KEA President Tom Shannon said the board members are focusing on the wrong thing.
"It would seem to me that instead of focusing on an issue that simply reflects the teachers diligently and professionally working within the limitations of an expired contract that the board members should be more upset about not knowing the number of concessions the KEA has offered within this lengthy process," he said.
Shannon said board members came to the last negotiations meeting unaware of many of the concessions the KEA has made. He said this was "disheartening."
"How can we make reasonable progress when board members do not receive the correct, comprehensive information from its own representative?" he asked. "The board has an internal concern that needs greater attention than the KEA’s adherence to an expired contract."
But Kinnelon Board of Education President Margaret Zybrick said she feels the board has paid attention to the requests of the KEA, which mainly pertain to salaries and vacation time, but is restricted in what it can grant the teachers because of the state-mandated 2 percent cap.
"We've given them what we feel is a very fair offer in light of the economic times we're facing and the restrictions we have based on the 2 percent cap," she said. "There's nothing else we can do."
Zybrick also said she, and other board members, feel the same-day extra help being offered by the teachers is not fair to students.
"I think, in all fairness, several of the board members were extremely upset about the whole Thursday after school help [situation]. You mean to tell me teachers in the school can only have after school help on Thursdays?

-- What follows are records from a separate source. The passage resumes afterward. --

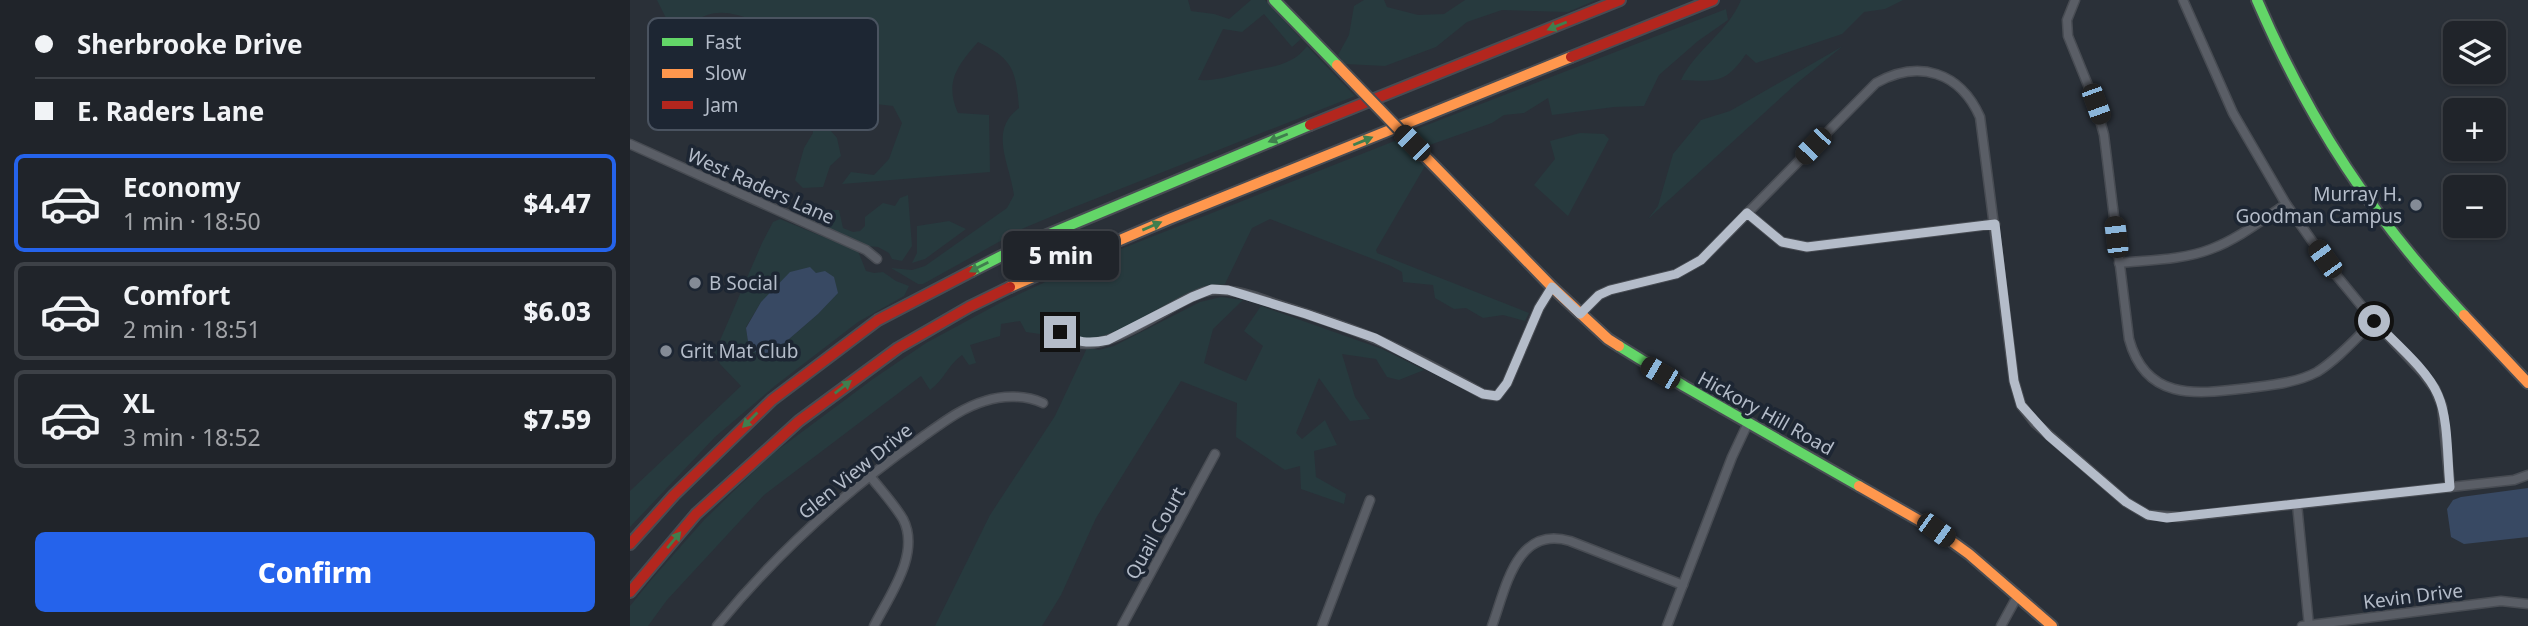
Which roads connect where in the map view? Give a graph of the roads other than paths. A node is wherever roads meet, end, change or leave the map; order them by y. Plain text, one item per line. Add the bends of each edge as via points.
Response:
1 (1274, 0) edge
2 (1620, 0) edge
3 (1713, 0) edge
4 (2076, 0) edge
5 (2183, 0) edge
6 (2257, 0) edge
7 (630, 144) edge
8 (2286, 204) junction
9 (1747, 213) junction
10 (1995, 224) junction
11 (877, 259) dead end
12 (2119, 263) junction
13 (1552, 287) junction
14 (1580, 314) junction
15 (2374, 321) junction
16 (1057, 326) dead end
17 (2528, 383) edge
18 (1043, 403) dead end
19 (1748, 423) junction
20 (1215, 454) dead end
21 (2528, 475) edge
22 (870, 476) junction
23 (2450, 487) junction
24 (1370, 500) dead end
25 (2297, 504) junction
26 (630, 544) edge
27 (1683, 585) junction
28 (630, 592) edge
29 (2018, 595) junction
30 (2528, 604) edge
31 (717, 626) edge
32 (874, 626) edge
33 (1122, 626) edge
34 (1322, 626) edge
35 (1492, 626) edge
36 (1667, 626) edge
37 (2001, 626) edge
38 (2052, 626) edge
39 (2307, 626) edge

1 - 13 main road, Hickory Hill Road, bridge
2 -> 26 main road via 1023,245 878,320 772,400
28 -> 3 main road via 696,514 799,421 898,348 970,307 1145,229
4 - 12 street via 2067,20 2068,36 2101,120
5 - 8 street via 2233,113
6 - 17 main road via 2314,118 2368,202 2417,263
7 - 11 street, West Raders Lane via 866,250
8 - 12 street via 2210,250
8 - 15 street
9 - 10 street via 1782,242 1807,247
9 - 10 street via 1876,83 1895,74 1921,71 1952,81 1975,107 1982,126
9 - 14 street via 1701,260 1676,274 1610,290
10 - 25 street via 2017,394 2026,414 2042,430 2126,502 2148,515 2180,517
12 - 15 street via 2129,338 2137,359 2156,380 2183,392 2277,385 2303,378 2325,366
13 - 14 main road, Hickory Hill Road
13 - 16 street via 1497,396 1483,394 1375,338 1228,290 1212,289 1119,336 1095,343 1071,339
14 - 19 main road, Hickory Hill Road via 1636,359
15 - 23 street via 2439,397
18 - 22 street, Glen View Drive via 1011,397 969,407
19 - 27 street
19 - 29 main road, Hickory Hill Road via 1936,530
20 - 33 street, Quail Court
21 - 23 street
22 - 31 street, Glen View Drive via 795,541
22 - 32 street via 902,517 909,537 904,566
23 - 25 street
24 - 34 street
25 - 39 street
27 - 35 street via 1562,538 1543,540 1528,547 1517,562
27 - 36 street
29 - 37 street
29 - 38 main road, Hickory Hill Road
30 - 39 street, Kevin Drive via 2501,601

I mean, come on, we're a litle more perceptive than that," she said.
Zybrick said she feels the disappointment of the board will be echoed by parents as well.
"Parents are going to be extremely upset and at the end of the day, the only ones that really suffer are the children," she said.

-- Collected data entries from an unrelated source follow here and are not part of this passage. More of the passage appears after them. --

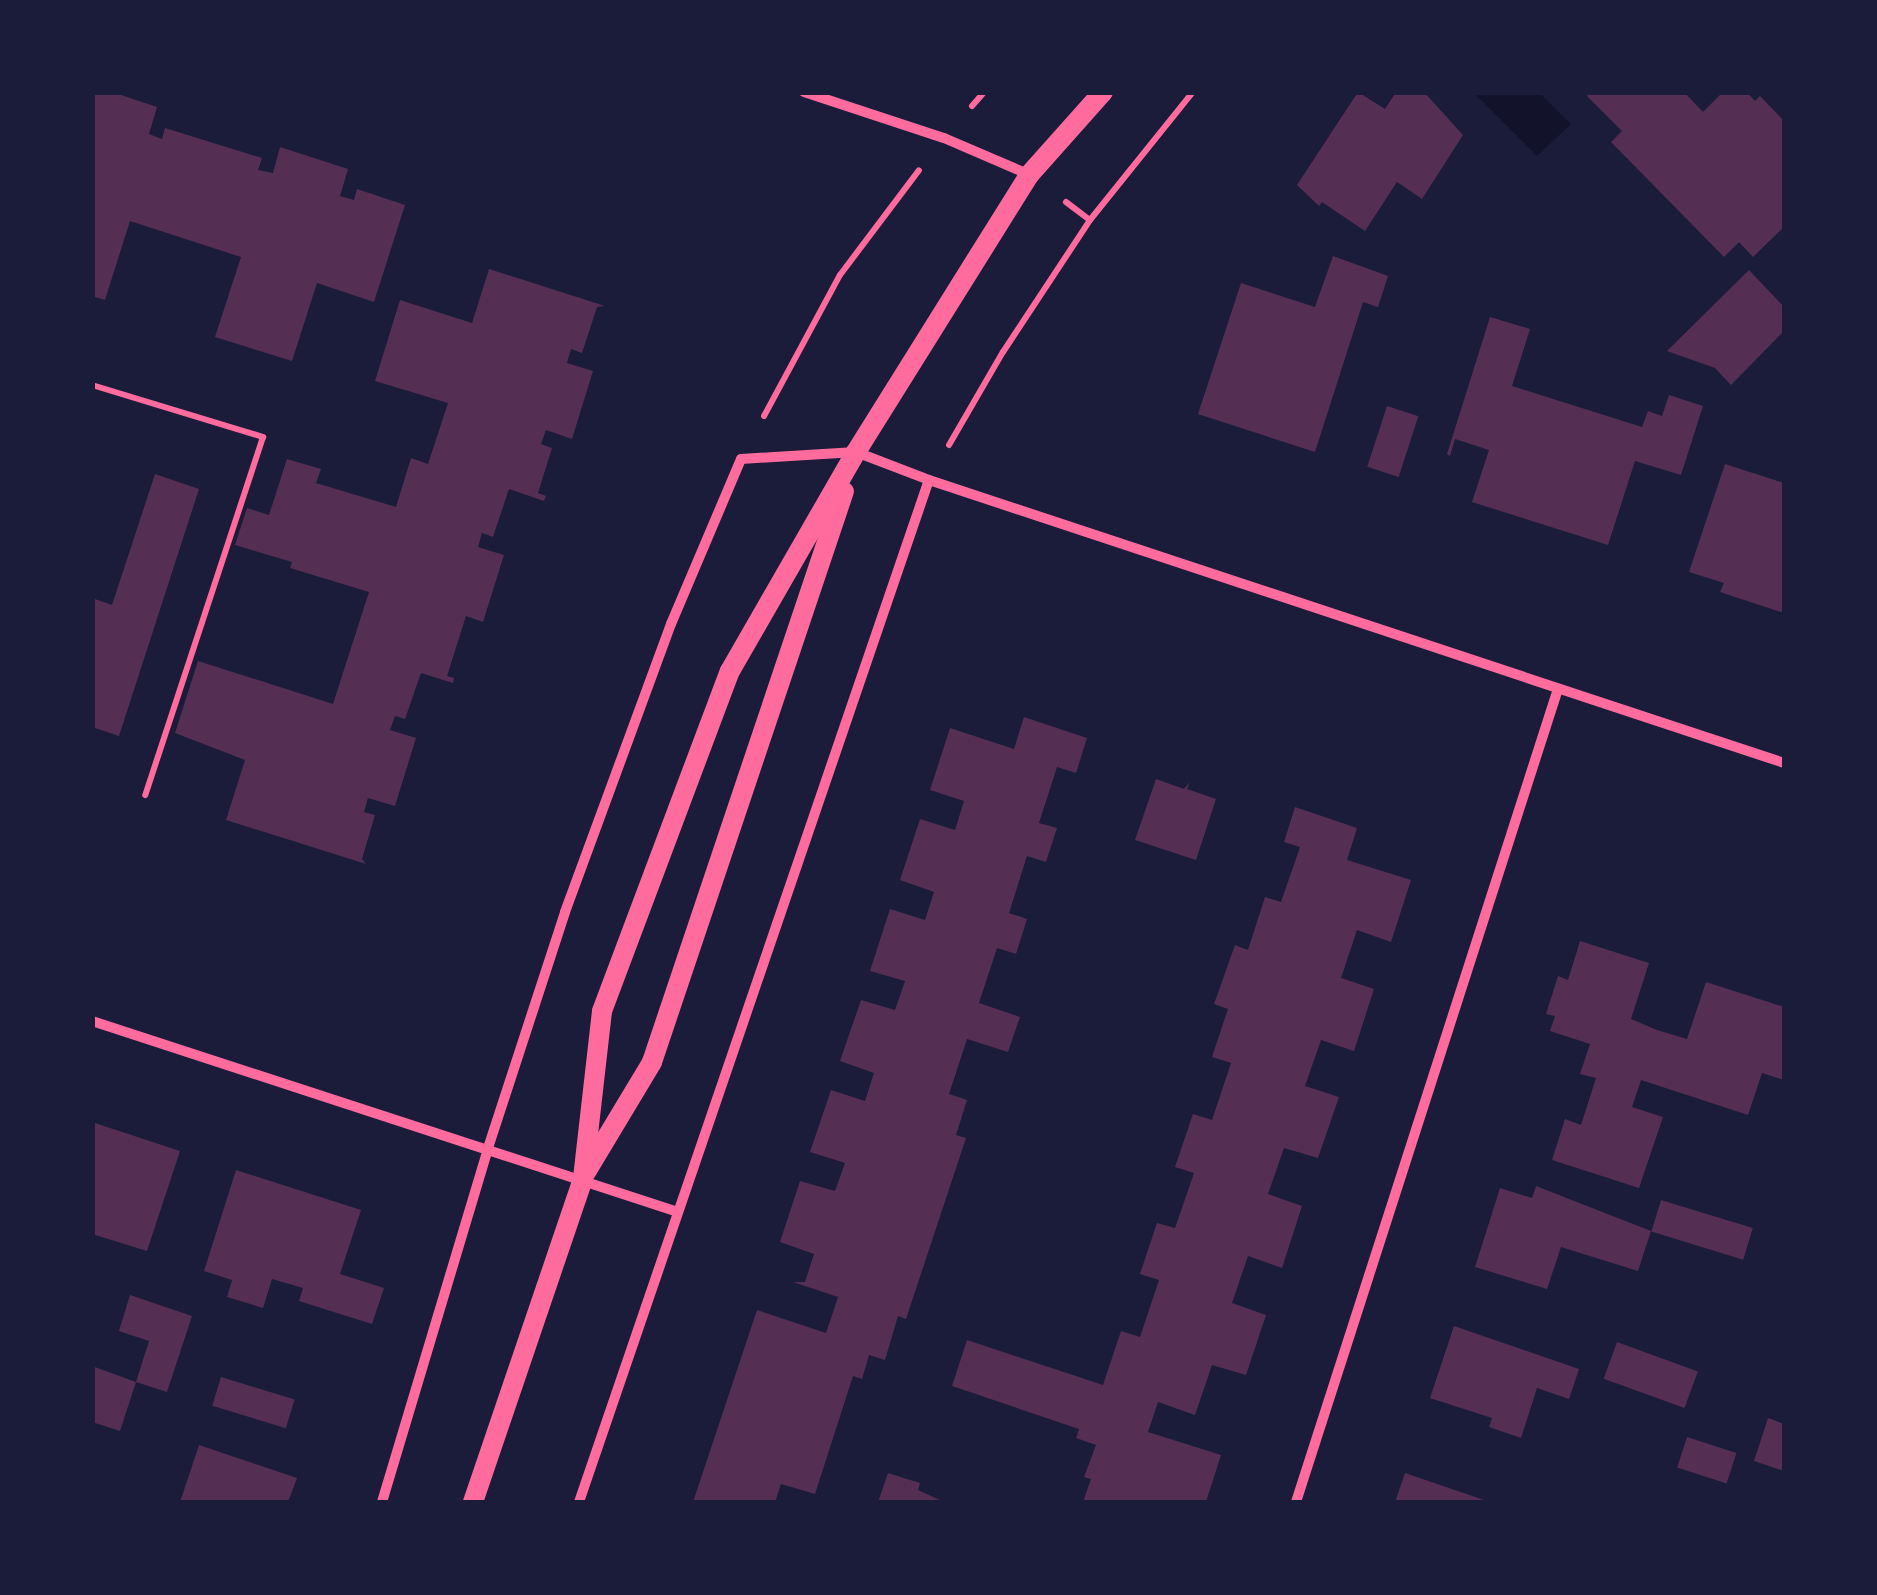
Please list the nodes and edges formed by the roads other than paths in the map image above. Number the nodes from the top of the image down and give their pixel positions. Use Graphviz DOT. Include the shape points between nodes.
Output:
graph roads {
  1 [pos="804,92"];
  2 [pos="1103,92"];
  3 [pos="1029,175"];
  4 [pos="856,452"];
  5 [pos="928,480"];
  6 [pos="1558,689"];
  7 [pos="1784,762"];
  8 [pos="92,1021"];
  9 [pos="488,1148"];
  10 [pos="582,1178"];
  11 [pos="675,1211"];
  12 [pos="382,1502"];
  13 [pos="473,1502"];
  14 [pos="578,1502"];
  15 [pos="1296,1502"];
  1 -- 3 [label="street" via="944,138"];
  2 -- 3 [label="main road"];
  3 -- 4 [label="main road"];
  4 -- 5 [label="street"];
  4 -- 9 [label="street" via="741,459 644,696"];
  4 -- 10 [label="main road" via="652,1062"];
  4 -- 10 [label="main road" via="730,671 602,1012"];
  5 -- 6 [label="street"];
  5 -- 11 [label="street"];
  6 -- 7 [label="street"];
  6 -- 15 [label="street"];
  8 -- 9 [label="street"];
  9 -- 10 [label="street"];
  9 -- 12 [label="street"];
  10 -- 11 [label="street"];
  10 -- 13 [label="main road"];
  11 -- 14 [label="street"];
}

Walsh said it was "unfortunate" that board members are disappointed in the teachers, but that the teachers have not had an easy time throughout the negotiations process either.
"The members of the Kinnelon Education Association have been working with an expired collective bargaining agreement since July 1, 2011. They have participated in numerous activities in the community. I sincerely believe they have taken the high road in a very difficult and prolonged contract negotiations," she said.
Briefs from both parties are due to a fact-finder in October, at which point a report will be written and recommendations issued for how the parties move forward with a new contract.
"It is our sincere hope that the report will be accepted by both parties," Walsh said.